(Records excerpted from a collection)

* * *

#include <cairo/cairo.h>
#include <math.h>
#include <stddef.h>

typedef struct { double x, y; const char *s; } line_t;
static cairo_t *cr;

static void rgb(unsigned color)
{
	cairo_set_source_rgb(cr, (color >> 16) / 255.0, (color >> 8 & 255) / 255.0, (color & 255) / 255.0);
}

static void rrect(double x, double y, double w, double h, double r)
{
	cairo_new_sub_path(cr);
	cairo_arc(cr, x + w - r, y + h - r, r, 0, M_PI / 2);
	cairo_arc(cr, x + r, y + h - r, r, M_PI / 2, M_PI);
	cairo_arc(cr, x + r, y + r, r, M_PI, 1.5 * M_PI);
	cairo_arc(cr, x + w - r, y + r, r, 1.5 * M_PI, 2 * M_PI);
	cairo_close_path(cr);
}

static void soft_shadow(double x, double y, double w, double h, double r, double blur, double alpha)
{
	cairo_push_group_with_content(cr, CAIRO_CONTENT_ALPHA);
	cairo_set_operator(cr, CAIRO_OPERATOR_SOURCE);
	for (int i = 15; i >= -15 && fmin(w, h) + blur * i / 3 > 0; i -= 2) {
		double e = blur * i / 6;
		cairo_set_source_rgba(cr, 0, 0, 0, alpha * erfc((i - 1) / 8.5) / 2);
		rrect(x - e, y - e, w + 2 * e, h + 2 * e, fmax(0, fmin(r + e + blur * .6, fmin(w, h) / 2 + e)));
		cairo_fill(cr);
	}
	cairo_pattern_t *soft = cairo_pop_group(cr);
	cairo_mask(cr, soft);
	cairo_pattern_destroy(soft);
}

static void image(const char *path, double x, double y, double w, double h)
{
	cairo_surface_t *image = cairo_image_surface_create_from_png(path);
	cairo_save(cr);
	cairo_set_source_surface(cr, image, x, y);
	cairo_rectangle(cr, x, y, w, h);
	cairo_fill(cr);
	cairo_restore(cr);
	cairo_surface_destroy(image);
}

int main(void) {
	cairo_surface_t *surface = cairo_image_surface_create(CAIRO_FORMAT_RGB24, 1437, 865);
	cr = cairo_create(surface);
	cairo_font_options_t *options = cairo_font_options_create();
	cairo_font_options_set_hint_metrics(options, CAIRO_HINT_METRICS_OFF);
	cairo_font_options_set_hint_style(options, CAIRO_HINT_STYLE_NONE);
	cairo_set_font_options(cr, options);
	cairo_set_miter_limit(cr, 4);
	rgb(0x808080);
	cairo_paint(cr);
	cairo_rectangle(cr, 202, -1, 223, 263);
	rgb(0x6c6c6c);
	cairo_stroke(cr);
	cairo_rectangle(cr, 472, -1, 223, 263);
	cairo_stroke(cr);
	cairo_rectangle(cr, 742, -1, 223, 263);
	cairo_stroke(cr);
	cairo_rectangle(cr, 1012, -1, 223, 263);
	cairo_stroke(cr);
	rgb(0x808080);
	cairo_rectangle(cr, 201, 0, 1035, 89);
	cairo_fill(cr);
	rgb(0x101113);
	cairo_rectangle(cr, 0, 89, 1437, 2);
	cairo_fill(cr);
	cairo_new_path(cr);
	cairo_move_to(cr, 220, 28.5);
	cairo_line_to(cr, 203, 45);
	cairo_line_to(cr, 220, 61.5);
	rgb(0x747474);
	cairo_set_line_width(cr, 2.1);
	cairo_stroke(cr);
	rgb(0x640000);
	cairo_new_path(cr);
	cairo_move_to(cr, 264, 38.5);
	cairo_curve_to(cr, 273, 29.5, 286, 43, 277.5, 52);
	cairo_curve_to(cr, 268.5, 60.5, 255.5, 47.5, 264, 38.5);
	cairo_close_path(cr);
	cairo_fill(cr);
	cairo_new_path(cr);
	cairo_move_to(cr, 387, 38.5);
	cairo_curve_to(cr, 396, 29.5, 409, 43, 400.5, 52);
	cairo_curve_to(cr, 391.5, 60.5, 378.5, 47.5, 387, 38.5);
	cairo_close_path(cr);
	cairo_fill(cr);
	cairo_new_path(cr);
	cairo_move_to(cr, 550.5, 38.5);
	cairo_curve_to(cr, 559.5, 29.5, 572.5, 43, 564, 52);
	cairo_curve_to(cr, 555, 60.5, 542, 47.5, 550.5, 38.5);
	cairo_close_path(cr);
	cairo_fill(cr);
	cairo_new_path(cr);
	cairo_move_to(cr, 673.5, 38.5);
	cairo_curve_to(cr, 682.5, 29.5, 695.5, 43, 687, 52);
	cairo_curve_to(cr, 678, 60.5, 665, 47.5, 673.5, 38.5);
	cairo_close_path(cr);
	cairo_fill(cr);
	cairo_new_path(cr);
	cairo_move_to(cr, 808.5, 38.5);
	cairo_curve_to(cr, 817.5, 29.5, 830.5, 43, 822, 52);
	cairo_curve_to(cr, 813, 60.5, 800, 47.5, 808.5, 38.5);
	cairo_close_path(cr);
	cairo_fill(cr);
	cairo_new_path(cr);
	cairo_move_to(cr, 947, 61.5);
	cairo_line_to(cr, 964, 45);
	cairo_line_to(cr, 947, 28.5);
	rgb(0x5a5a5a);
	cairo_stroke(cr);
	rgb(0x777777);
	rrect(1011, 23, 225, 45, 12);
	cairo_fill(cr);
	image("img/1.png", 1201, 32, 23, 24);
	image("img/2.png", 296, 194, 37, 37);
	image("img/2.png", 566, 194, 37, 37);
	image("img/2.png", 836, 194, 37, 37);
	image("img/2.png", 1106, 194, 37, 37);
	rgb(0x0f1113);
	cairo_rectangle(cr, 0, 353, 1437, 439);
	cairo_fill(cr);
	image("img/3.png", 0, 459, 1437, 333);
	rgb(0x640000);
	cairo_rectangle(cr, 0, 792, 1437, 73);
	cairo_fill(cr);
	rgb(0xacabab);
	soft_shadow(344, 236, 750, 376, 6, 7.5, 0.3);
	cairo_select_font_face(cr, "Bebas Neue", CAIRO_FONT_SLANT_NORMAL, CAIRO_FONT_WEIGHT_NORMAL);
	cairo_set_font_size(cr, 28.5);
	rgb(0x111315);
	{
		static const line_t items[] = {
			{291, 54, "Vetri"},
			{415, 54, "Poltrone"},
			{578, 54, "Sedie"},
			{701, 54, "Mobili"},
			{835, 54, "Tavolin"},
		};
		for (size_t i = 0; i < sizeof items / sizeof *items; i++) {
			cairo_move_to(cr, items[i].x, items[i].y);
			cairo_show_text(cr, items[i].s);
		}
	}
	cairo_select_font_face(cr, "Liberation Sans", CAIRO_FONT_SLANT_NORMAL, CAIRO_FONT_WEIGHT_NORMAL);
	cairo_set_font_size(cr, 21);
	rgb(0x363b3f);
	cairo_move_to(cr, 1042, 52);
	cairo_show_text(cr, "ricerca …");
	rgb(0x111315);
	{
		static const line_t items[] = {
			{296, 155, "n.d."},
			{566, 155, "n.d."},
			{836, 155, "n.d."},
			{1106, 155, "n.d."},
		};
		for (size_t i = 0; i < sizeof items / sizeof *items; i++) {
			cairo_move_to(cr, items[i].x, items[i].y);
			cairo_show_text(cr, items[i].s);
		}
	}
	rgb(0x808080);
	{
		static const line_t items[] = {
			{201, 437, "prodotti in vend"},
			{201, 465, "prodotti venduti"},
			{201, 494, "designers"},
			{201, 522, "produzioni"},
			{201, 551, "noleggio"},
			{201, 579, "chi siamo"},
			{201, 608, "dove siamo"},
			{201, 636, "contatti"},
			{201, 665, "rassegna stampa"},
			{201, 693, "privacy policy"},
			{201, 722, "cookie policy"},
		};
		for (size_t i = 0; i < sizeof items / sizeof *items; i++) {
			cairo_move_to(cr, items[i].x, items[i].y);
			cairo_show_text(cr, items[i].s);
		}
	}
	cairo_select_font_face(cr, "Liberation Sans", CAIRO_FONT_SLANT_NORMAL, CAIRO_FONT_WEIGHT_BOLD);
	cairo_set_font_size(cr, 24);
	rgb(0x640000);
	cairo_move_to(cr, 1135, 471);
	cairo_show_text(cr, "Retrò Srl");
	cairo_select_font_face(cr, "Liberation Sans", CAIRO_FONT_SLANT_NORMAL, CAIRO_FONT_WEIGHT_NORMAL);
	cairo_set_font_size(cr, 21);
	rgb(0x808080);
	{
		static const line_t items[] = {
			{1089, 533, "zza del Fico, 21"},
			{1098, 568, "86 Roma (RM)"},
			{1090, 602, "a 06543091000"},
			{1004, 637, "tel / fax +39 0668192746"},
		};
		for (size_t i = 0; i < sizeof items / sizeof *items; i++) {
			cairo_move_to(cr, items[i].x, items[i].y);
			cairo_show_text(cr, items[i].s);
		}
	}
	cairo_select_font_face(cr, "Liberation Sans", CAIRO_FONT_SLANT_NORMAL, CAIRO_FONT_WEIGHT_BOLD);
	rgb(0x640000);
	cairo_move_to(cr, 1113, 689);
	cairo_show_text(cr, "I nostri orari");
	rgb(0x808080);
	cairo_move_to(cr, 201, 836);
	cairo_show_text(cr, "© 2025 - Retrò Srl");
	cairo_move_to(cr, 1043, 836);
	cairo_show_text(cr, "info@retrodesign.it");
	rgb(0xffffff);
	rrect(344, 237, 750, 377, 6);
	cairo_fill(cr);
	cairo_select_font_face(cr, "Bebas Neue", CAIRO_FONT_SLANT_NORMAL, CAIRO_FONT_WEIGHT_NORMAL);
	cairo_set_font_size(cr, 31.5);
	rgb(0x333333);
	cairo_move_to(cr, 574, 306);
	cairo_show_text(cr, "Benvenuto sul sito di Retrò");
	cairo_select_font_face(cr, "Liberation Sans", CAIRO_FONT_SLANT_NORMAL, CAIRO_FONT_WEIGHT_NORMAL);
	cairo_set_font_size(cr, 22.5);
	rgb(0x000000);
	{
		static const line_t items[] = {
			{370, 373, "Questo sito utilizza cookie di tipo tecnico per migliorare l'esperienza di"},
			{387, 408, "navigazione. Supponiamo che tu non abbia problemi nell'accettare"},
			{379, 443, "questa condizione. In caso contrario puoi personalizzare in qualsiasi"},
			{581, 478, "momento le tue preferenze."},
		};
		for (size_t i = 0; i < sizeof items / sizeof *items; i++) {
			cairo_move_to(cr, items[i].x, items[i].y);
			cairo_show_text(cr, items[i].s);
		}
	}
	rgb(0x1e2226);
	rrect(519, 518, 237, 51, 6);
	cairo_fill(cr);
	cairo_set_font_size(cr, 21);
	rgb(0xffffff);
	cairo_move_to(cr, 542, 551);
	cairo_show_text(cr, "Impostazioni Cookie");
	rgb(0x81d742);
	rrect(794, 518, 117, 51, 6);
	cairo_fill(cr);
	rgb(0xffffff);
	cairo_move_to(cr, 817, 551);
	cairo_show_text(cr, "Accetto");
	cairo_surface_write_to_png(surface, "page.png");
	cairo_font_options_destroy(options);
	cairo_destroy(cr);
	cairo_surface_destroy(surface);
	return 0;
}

* * *

Return a word-for-word copy of the lines above from the one holding "static cairo_t *cr;" through the one holding "double e = blur * i / 6;", with both of them included and nothing besides.

static cairo_t *cr;

static void rgb(unsigned color)
{
	cairo_set_source_rgb(cr, (color >> 16) / 255.0, (color >> 8 & 255) / 255.0, (color & 255) / 255.0);
}

static void rrect(double x, double y, double w, double h, double r)
{
	cairo_new_sub_path(cr);
	cairo_arc(cr, x + w - r, y + h - r, r, 0, M_PI / 2);
	cairo_arc(cr, x + r, y + h - r, r, M_PI / 2, M_PI);
	cairo_arc(cr, x + r, y + r, r, M_PI, 1.5 * M_PI);
	cairo_arc(cr, x + w - r, y + r, r, 1.5 * M_PI, 2 * M_PI);
	cairo_close_path(cr);
}

static void soft_shadow(double x, double y, double w, double h, double r, double blur, double alpha)
{
	cairo_push_group_with_content(cr, CAIRO_CONTENT_ALPHA);
	cairo_set_operator(cr, CAIRO_OPERATOR_SOURCE);
	for (int i = 15; i >= -15 && fmin(w, h) + blur * i / 3 > 0; i -= 2) {
		double e = blur * i / 6;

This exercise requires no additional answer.